[发明专利]一种天目地黄的遗传转化方法

权利要求书

1.一种天目地黄的遗传转化方法，其特征在于，包括以下步骤：

(1)、天目地黄PDS基因克隆

根据天目地黄的转录组注释结果，筛选与地黄RgPDS1基因同源性最高的一条转录本，设计特异的PCR引物，以天目地黄的cDNA为模板，利用高保真DNA聚合酶扩增天目地黄PDS基因的全长编码序列，其编码区的核苷酸序列如SEQ ID NO.1所示；

(2)、CRISPR/Cas9基因编辑载体构建并载入根癌农杆菌

克隆步骤(1)得到的天目地黄PDS基因，在外显子上靠近ATG的一端选取一段能够被Cas9基因高效编辑的靶序列，采用混合酶切连接法将sgRNA靶序列插入到CRISPR/Cas9基因编辑载体中，所述CRISPR/Cas9基因编辑载体中sgRNA由拟南芥U6启动子驱动，zCas9基因由花椰菜病毒的35S启动子驱动，获得天目地黄PDS基因的CRISPR/Cas9表达载体，然后将成功构建的CRISPR/Cas9表达载体转入根癌农杆菌得到含有基因编辑载体的根癌农杆菌；

(3)、天目地黄遗传转化

以天目地黄叶片为外植体，将天目地黄无菌苗的叶片剪成0.5～1.0cm大小的叶盘，浸泡入活化的步骤(2)得到的含有基因编辑载体的根癌农杆菌的MS液体培养基中，5～10min后将外植体移至含有80～120μmol/L乙酰丁香酮的MS固体共培养培养基中，24～26℃下暗培养2～3d，然后用无菌水清洗外植体上的农杆菌，滤纸吸干外植体表面的无菌水后，转入含150～300mg/L特美汀、50-100mg/L卡那霉素、0.05mg/L NAA和2.0mg/L 6-BA的MS固体分化培养基中，25～27℃下光培养，待抗性芽长至2～3cm时，切取抗性芽转入MS生根培养基，光培养，诱导生根得到转基因植株，其中：

MS共培养培养基、分化培养及和生根培养基的pH值均为5.5～6.0；

(4)、转基因植株的分子检测

利用CRISPR/Cas9表达载体的Cas9基因和载体序列设计2对特异引物对转基因植株进行PCR分子检测，进而判断检测抗性愈伤、抗性芽或抗性植株基因组中是否已经转入表达载体的T-DNA序列，若是，则有2条目的条带，为阳性转基因植株；若否，则没有目的条带，为假阳性非转基因植株。

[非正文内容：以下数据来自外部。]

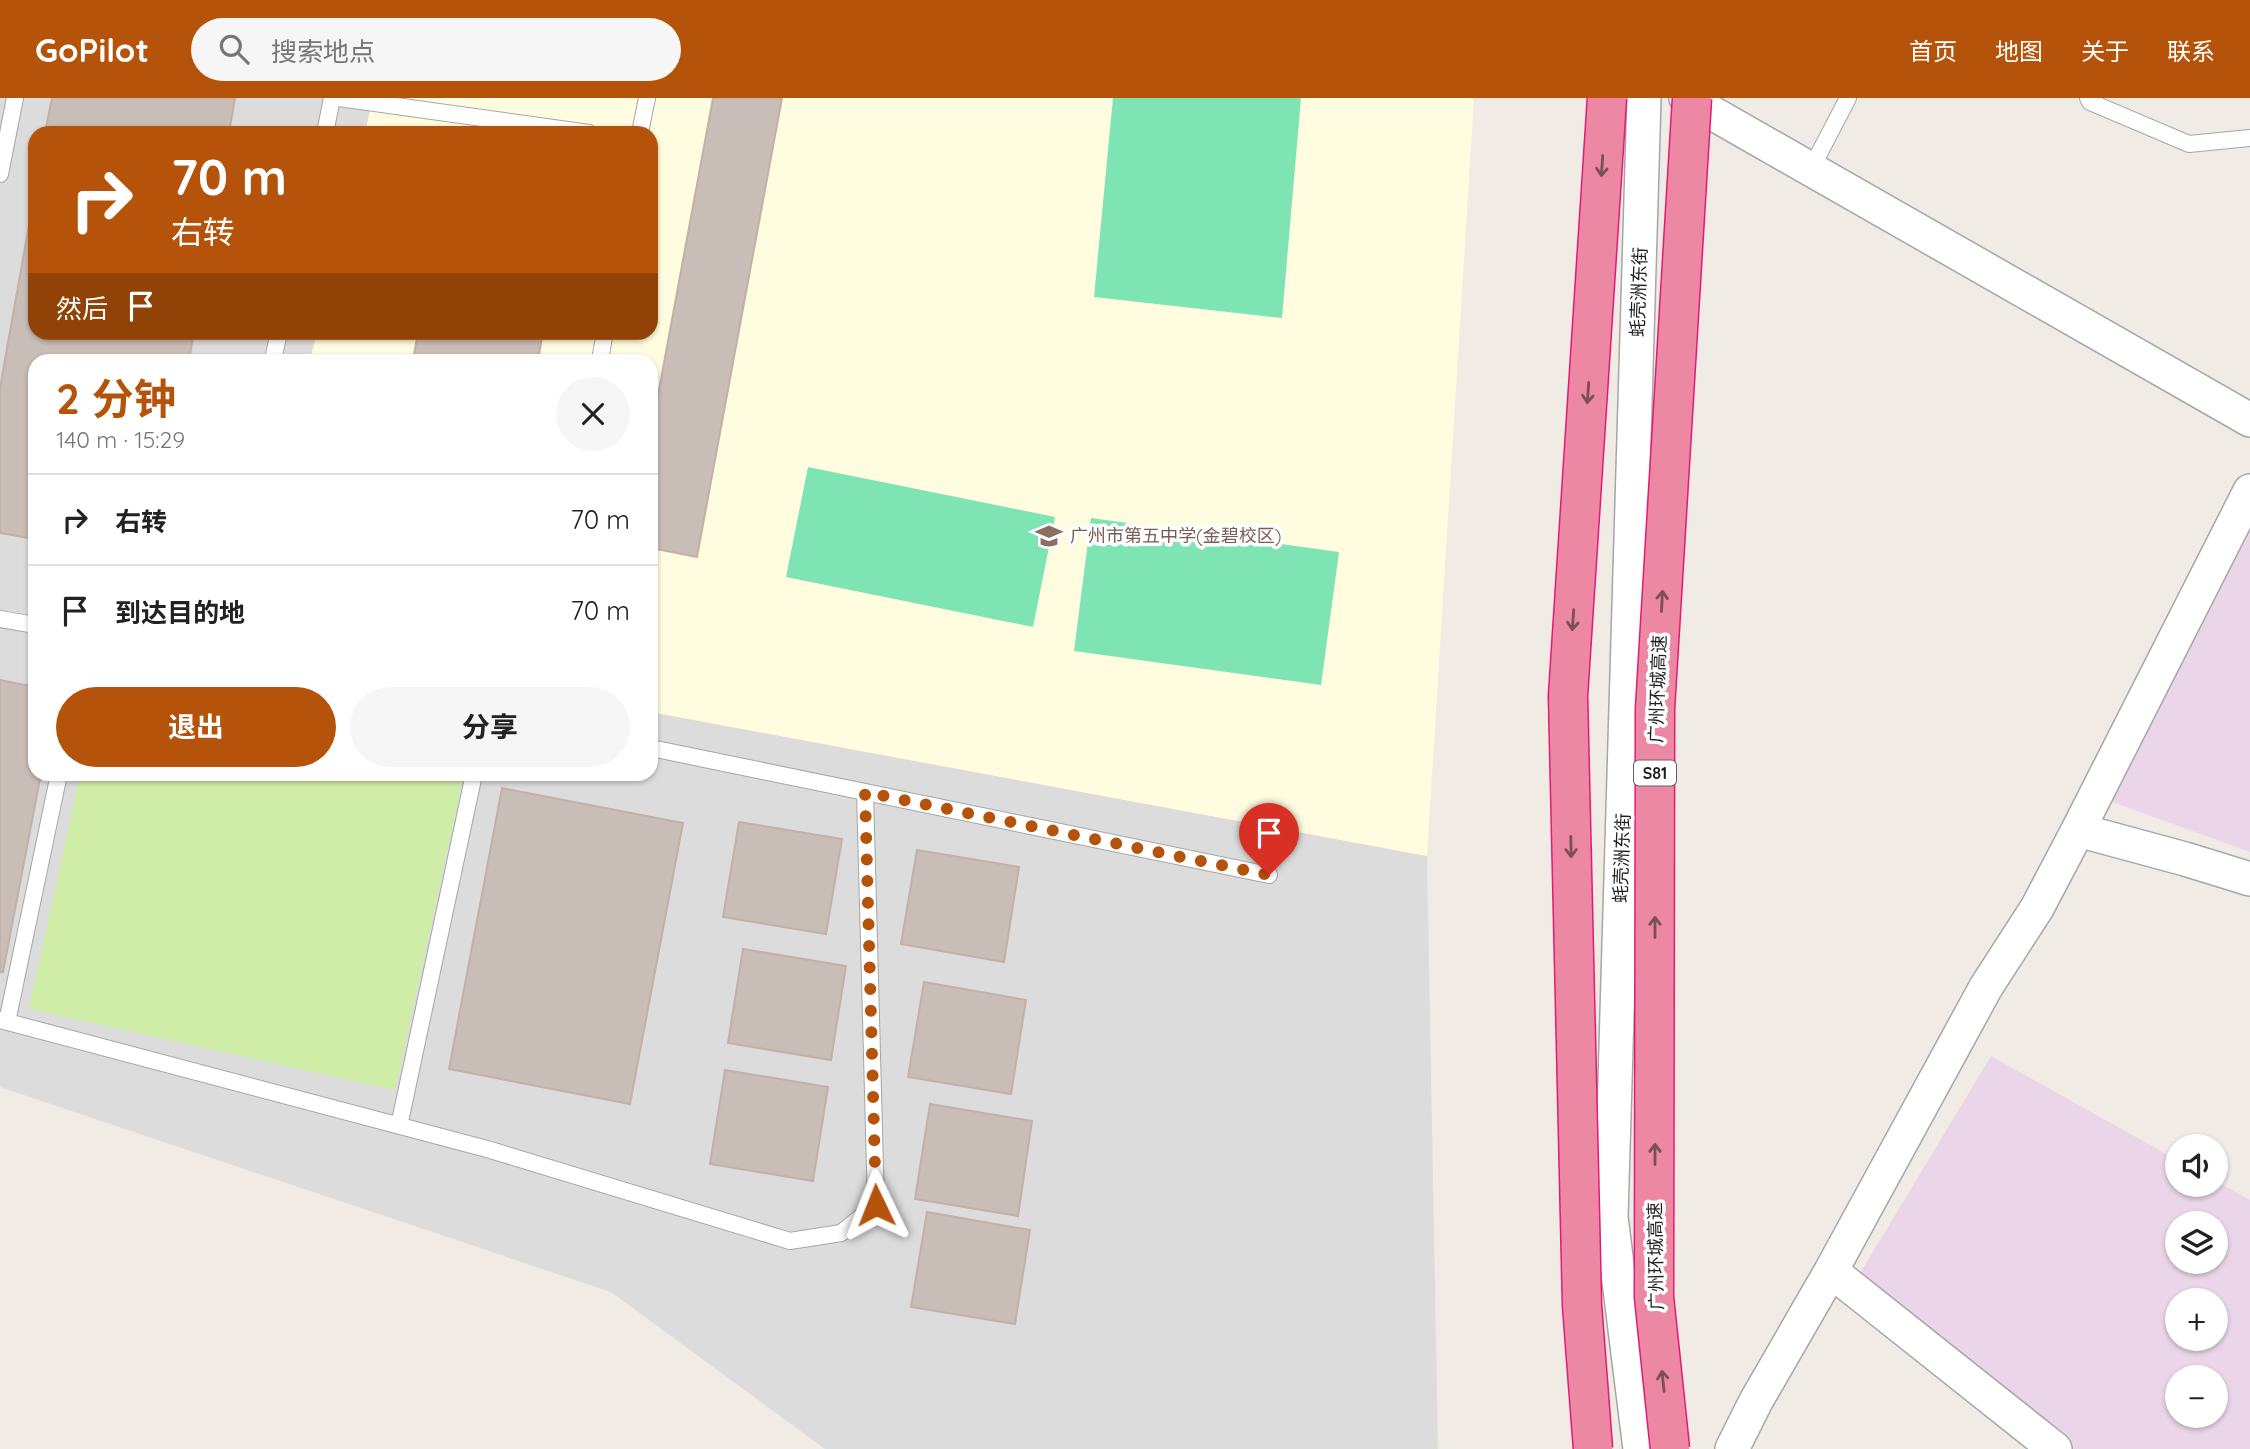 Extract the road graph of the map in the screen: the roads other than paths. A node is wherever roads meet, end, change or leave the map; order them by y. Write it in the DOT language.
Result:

2.如权利要求1所述的一种天目地黄的遗传转化方法，其特征在于，还包括步骤(5)转基因植株靶位点DNA序列分析：

提取步骤(4)得到的阳性转基因植株的基因组DNA，在基因编辑的靶点序列前后设计特异引物进行PCR扩增，扩增产物胶回收并连接TA克隆载体，转化大肠杆菌DH5α，挑取单菌落进行测序，或回收PCR扩增产物进行高通量二代扩增序列测序，确定靶点序列是否突变以及突变的类型，若已经突变，靶点序列存在核苷酸碱基缺失、插入或替换；若未突变，靶点序列核苷酸碱基没有变化。

3.如权利要求1所述的一种天目地黄的遗传转化方法，其特征在于，步骤(1)中所述地黄RgPDS1基因的NCBI登记号MW132596。

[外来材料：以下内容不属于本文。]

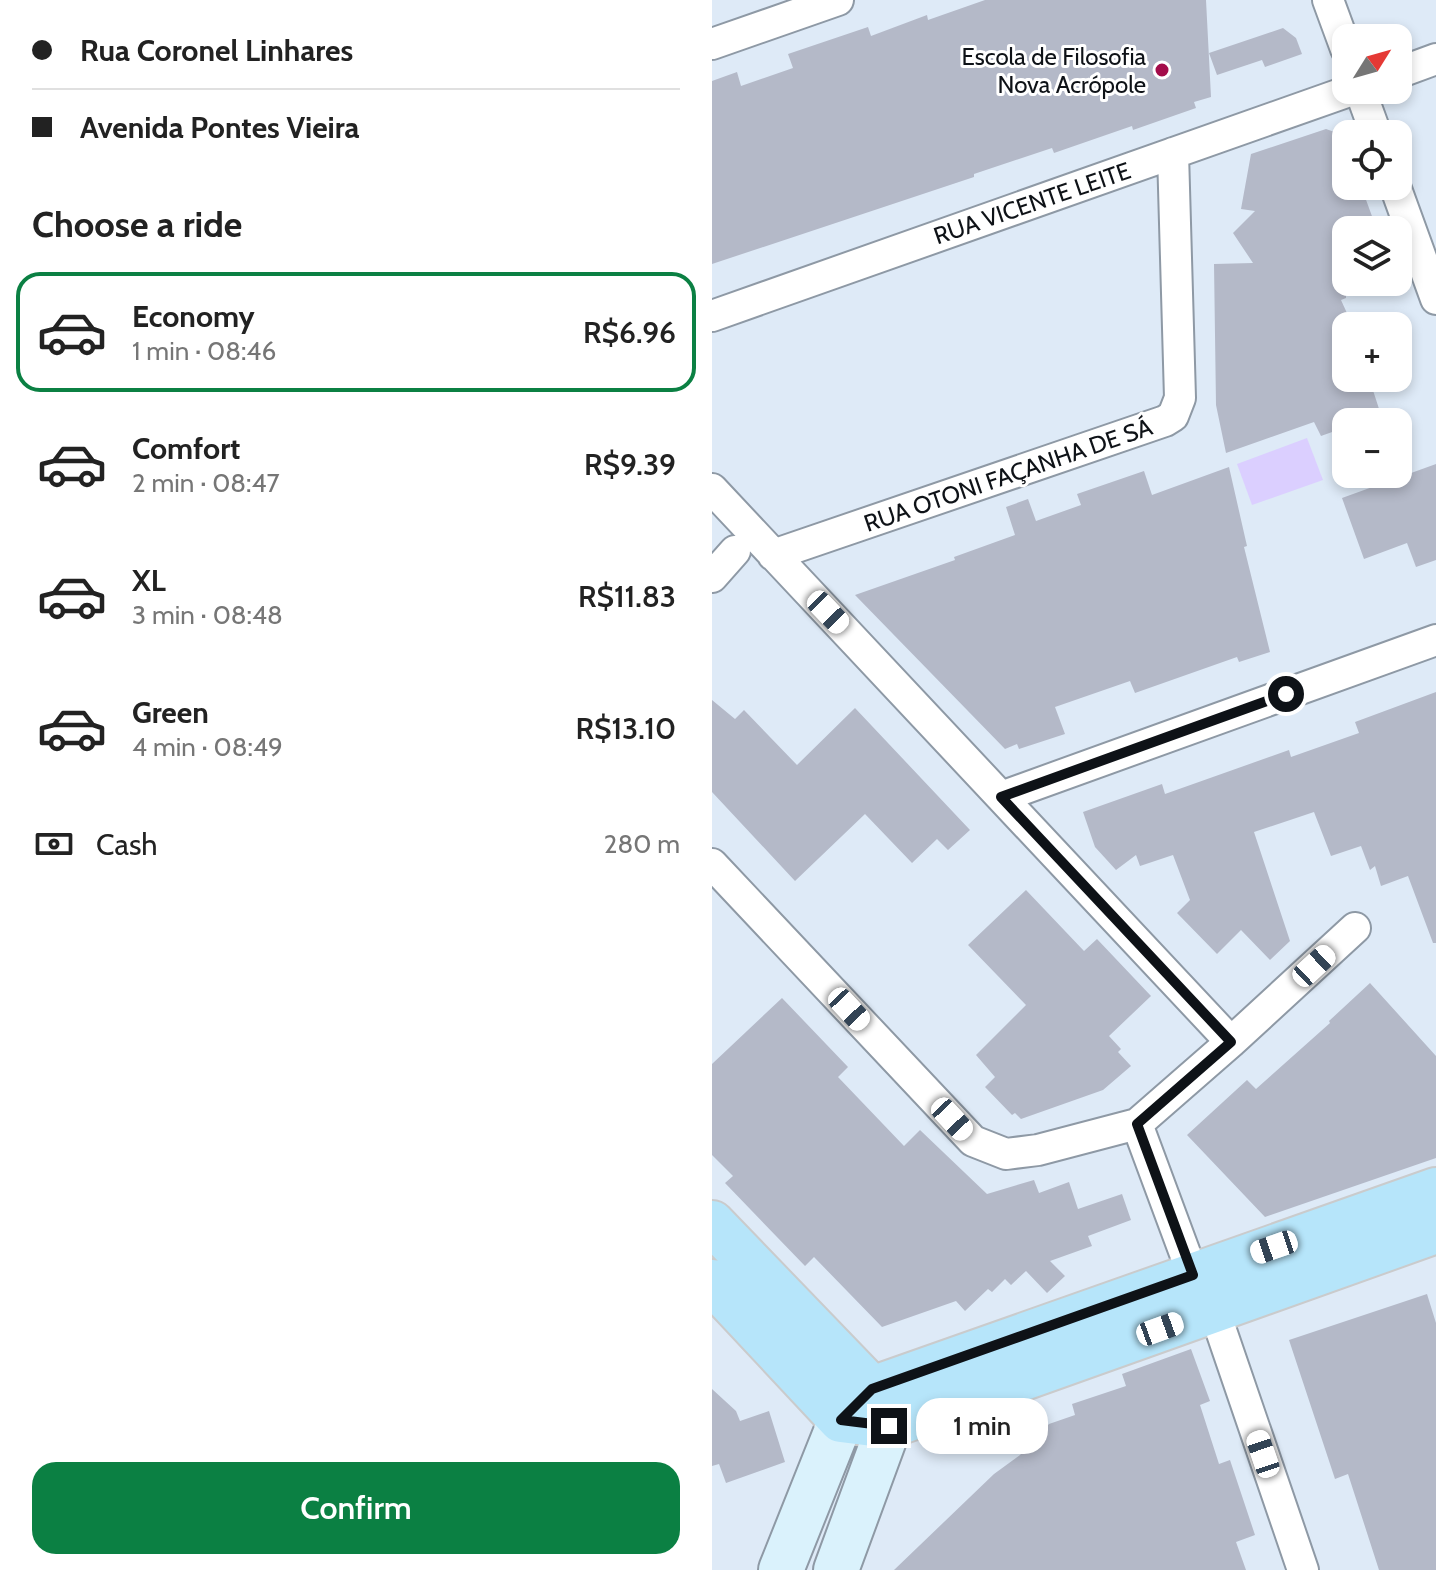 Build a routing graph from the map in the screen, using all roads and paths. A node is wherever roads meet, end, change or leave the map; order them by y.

4.如权利要求1所述的一种天目地黄的遗传转化方法，其特征在于，步骤(1)中所述特异的PCR引物包括正向引物RcPDS1_F和反向引物RcPDS1_R，其中：

正向引物RcPDS1_F：5’-CAGTTGCCTGAGCTGTTGAA-3’；

反向引物RcPDS1_R：5’-GCTTCCCTATCTTCTGTCTTCC-3’。

5.如权利要求1所述的一种天目地黄的遗传转化方法，其特征在于，步骤(2)中所述CRISPR/Cas9基因编辑载体含有卡那霉素抗性基因。

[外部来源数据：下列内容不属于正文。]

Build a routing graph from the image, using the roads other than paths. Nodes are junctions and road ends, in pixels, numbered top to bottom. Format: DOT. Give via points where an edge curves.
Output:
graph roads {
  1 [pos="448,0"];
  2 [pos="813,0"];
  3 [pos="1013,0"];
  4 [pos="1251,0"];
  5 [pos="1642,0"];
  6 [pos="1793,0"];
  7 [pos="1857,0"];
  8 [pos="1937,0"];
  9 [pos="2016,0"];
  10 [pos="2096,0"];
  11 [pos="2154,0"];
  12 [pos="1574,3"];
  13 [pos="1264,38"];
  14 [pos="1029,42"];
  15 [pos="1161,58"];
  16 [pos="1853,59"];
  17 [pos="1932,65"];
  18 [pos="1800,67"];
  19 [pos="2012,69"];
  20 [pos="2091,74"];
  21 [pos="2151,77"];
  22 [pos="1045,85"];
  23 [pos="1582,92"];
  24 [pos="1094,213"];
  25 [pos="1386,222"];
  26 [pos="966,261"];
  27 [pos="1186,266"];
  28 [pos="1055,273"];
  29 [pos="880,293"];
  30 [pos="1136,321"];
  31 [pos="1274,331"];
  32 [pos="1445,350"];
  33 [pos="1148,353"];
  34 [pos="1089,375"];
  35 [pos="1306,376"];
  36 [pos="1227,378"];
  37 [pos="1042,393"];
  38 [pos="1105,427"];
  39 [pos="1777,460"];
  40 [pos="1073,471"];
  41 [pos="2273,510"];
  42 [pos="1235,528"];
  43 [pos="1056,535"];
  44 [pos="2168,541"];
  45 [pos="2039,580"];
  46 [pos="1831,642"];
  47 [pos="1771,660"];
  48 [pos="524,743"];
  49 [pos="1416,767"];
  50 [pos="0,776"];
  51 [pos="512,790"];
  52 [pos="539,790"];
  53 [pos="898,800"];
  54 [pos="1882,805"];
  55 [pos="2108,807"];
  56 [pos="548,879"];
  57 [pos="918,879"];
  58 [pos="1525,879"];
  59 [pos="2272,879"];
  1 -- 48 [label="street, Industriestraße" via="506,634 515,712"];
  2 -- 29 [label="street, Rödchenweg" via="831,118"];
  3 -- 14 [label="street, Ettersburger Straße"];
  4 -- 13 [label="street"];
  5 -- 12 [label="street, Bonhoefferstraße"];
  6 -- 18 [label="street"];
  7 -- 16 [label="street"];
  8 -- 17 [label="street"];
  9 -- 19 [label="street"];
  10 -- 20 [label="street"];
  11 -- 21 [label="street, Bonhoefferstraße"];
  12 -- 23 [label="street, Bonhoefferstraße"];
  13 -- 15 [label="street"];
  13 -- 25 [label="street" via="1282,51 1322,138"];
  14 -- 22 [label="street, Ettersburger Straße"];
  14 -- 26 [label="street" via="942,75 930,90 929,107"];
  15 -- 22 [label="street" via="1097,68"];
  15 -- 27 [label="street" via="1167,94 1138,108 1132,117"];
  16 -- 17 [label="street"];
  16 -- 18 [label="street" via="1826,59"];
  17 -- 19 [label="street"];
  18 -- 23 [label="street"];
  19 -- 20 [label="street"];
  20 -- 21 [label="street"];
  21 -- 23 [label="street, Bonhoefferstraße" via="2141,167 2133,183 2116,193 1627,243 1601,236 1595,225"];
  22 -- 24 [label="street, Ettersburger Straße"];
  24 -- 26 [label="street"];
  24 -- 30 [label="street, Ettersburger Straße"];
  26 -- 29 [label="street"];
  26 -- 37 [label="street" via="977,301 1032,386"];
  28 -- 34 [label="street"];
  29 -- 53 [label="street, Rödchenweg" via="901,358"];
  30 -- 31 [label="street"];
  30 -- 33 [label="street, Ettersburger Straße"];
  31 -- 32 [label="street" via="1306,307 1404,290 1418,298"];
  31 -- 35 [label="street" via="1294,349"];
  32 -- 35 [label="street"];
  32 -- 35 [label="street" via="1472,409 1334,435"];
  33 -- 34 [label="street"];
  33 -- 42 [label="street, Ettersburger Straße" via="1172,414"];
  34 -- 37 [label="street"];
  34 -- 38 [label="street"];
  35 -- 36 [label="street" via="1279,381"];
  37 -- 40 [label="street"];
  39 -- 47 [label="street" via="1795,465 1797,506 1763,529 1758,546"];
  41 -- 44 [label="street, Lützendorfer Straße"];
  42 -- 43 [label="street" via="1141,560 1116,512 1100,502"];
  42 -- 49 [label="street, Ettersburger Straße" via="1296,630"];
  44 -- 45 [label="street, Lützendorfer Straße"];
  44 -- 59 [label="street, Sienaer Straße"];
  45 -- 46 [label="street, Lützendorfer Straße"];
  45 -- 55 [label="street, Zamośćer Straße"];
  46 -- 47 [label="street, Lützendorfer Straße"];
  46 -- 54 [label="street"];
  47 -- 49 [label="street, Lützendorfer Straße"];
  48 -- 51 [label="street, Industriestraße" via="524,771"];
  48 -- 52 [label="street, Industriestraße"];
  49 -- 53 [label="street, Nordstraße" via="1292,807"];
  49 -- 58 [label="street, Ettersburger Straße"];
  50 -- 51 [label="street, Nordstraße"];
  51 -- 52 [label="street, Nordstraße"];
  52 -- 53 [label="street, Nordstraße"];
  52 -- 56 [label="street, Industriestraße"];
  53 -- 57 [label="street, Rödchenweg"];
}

6.如权利要求1所述的一种天目地黄的遗传转化方法，其特征在于，步骤(3)中所述光培养为每天光照培养14h，暗培养10h。

7.如权利要求1所述的一种天目地黄的遗传转化方法，其特征在于，步骤(4)中所述2对特异引物包括第一特异引物和第二特异引物；

第一特异引物正向引物Cas9_F：5’-TCAACGGCATTCGGGACAAG-3’；

第一特异引物反向引物Cas9_R：5’-CCACATACATATCGCGGCCA-3’；

第二特异引物正向引物pKSE401_F：5’-TGTCCCAGGATTAGAATGATTAGGC-3’；

第二特异引物反向引物sgRcPDS1_R：5’-CCCAGCACATCCCTTGCTT-3’。